Correction: We originally said House Bill 1042 was authored by State Rep. Ryan Hatfield, but that was incorrect. The Bill was written by State Rep. Steve Davisson (R-Salem). Hatfield had proposed an amendment to the bill on the second reading, and it was his amendment that was voted down on January 30th, not the full bill itself.
Earlier this week, State Rep. Ryan Hatfield (D-Evansville) proposed an amendment to House Bill 1042, authored by State Rep. Steve Davisson (R-Salem), that would have helped lower the price of prescription drugs for Hoosiers across the state.

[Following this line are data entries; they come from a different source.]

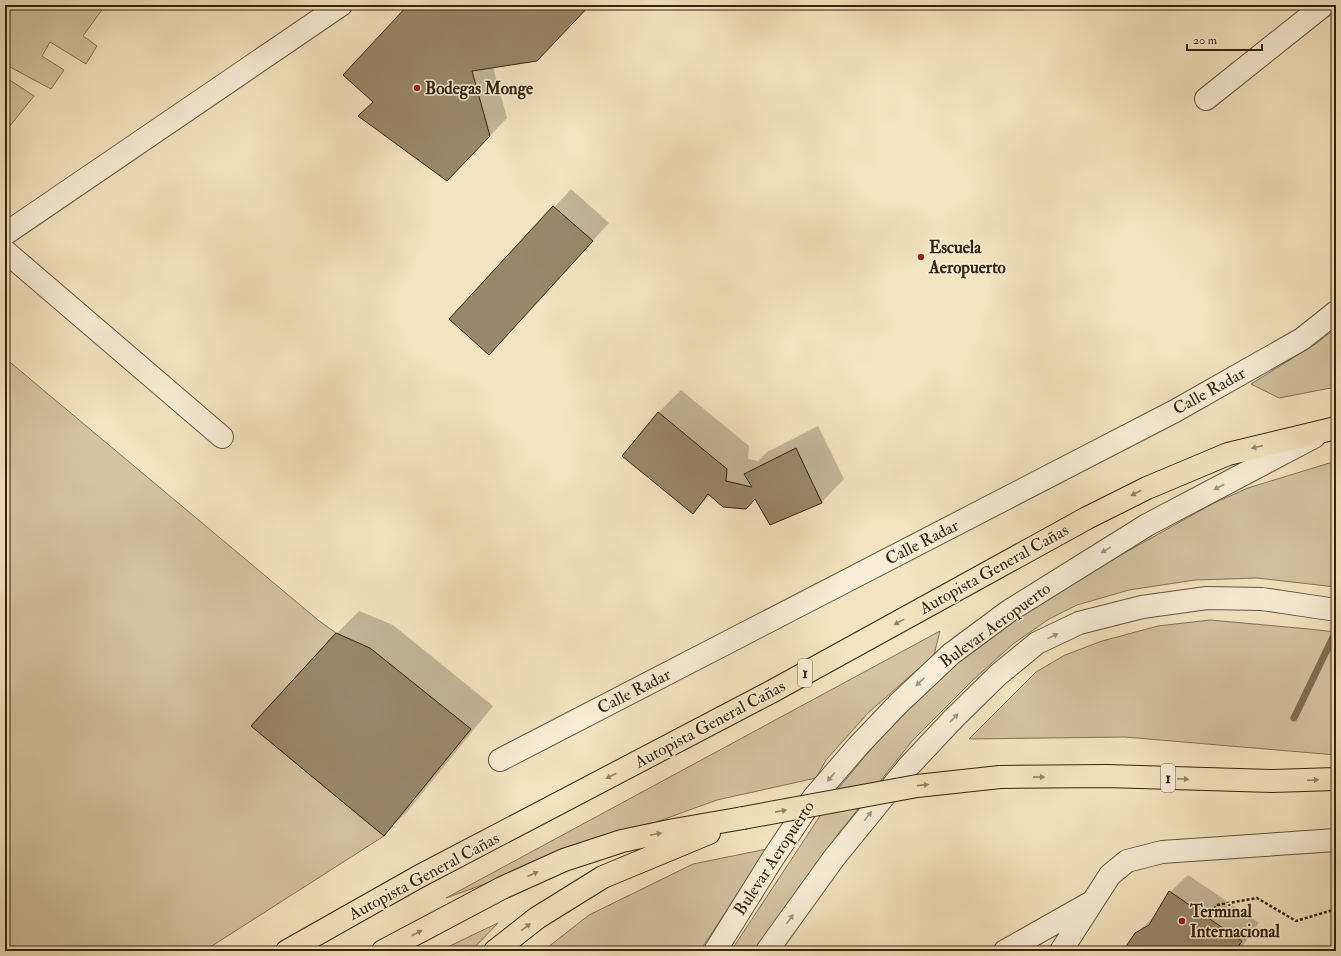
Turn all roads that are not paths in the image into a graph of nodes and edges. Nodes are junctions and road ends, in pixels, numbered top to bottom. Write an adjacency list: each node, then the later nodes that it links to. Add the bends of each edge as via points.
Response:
1 (341, 5): 4 (street)
2 (1324, 5): 3 (street)
3 (1206, 99)
4 (5, 234)
5 (5, 251): 8 (street)
6 (1336, 312): 10 (street, Calle Radar, via 1302,339 1175,411)
7 (1332, 429): 15 (highway, Autopista General Cañas / 1, one-way to 15, via 1228,454 1147,488 771,692 418,877); 18 (street, Bulevar Aeropuerto, one-way to 18, via 1147,525 1009,611 951,654 893,709 814,797)
8 (222, 437)
9 (1336, 610): 19 (street, one-way to 9, via 834,858 908,767 993,680 1037,643 1079,623 1142,607 1207,598 1262,599)
10 (500, 760)
11 (1336, 780): 12 (highway, 1, one-way to 11, bridge, via 917,786 1000,777)
12 (743, 818): 16 (highway, 1, one-way to 12, via 502,888 564,860 622,841); 17 (highway, one-way to 12, via 537,918 603,877)
13 (1336, 840): 14 (street, via 1162,852 1127,861 1110,875)
14 (1093, 902): 20 (street); 21 (street)
15 (287, 951)
16 (383, 951)
17 (495, 951)
18 (714, 951)
19 (767, 951)
20 (1005, 951)
21 (1061, 951)

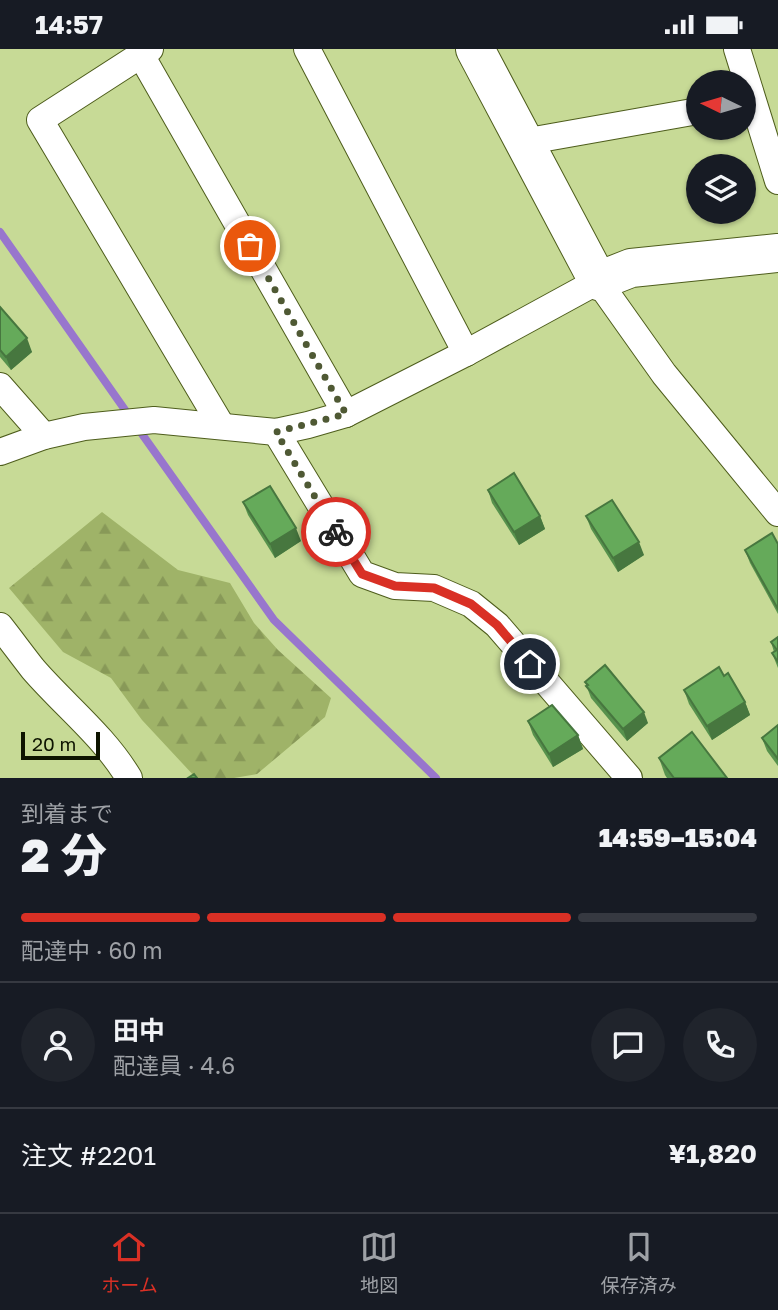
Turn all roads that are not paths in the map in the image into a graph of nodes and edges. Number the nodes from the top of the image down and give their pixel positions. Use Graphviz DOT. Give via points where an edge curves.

The proposed amendment would take on the role that PBM’s play when using insurance to pay for prescription drugs at a pharmacy. A PBM is a Pharmacy Benefit Manager, which Ruth D. Williams, MD with the American Academy of Ophthamology describes as someone who is tasked to “actively manage the drug benefits for health plans, create formularies, and negotiate discounts and rebates on behalf of the insurance companies.” Dr. Williams says PBM’s “were conceived to relieve the burden of processing claims for insurance companies.” They were used to negotiate drug prices between these insurance companies and pharmacies.
However, Dr. Williams believes that PBM’s have taken on too much power. As of today, three giants run 85% of the market — CVS/Caremark, OptumRx, and Express Scripts. Williams explains that one of the biggest problems is that, while it seems like PBM’s would save money for consumers, it’s actually the insurance companies that reap the benefits of their negotiations.
She continues by saying “while it’s the net price—after rebates—that determines the cost to insurers, it’s the list price that often determines out-of-pocket payments for many Americans,” and the list price is almost always more expensive. Of course, with consumers having to pay the list price, they often either can’t afford to fill their prescriptions, or they go into debt paying for their drugs.
The amendment proposed in the Indiana State House by State Rep. Hatfield would have put restrictions on what PBM’s could and could not do in the state.
Hatfield’s amendment would have denied PBM’s the ability to “implement spread pricing techniques, deny previously accepted claims, reduce payment to a pharmacy for pharmacist services, or pay a pharmacy or pharmacist less than the national average drug acquisition cost for the prescription drug provided.”
Hatfield recently referred to PBM’s as “the middle men between manufacturers and pharmacies,” and claimed that a lack of regulation has meant higher drug prices all across Indiana.
The amendment was brought up for a vote on January 30th, but it failed to pass, with 30 yeas and 61 nays.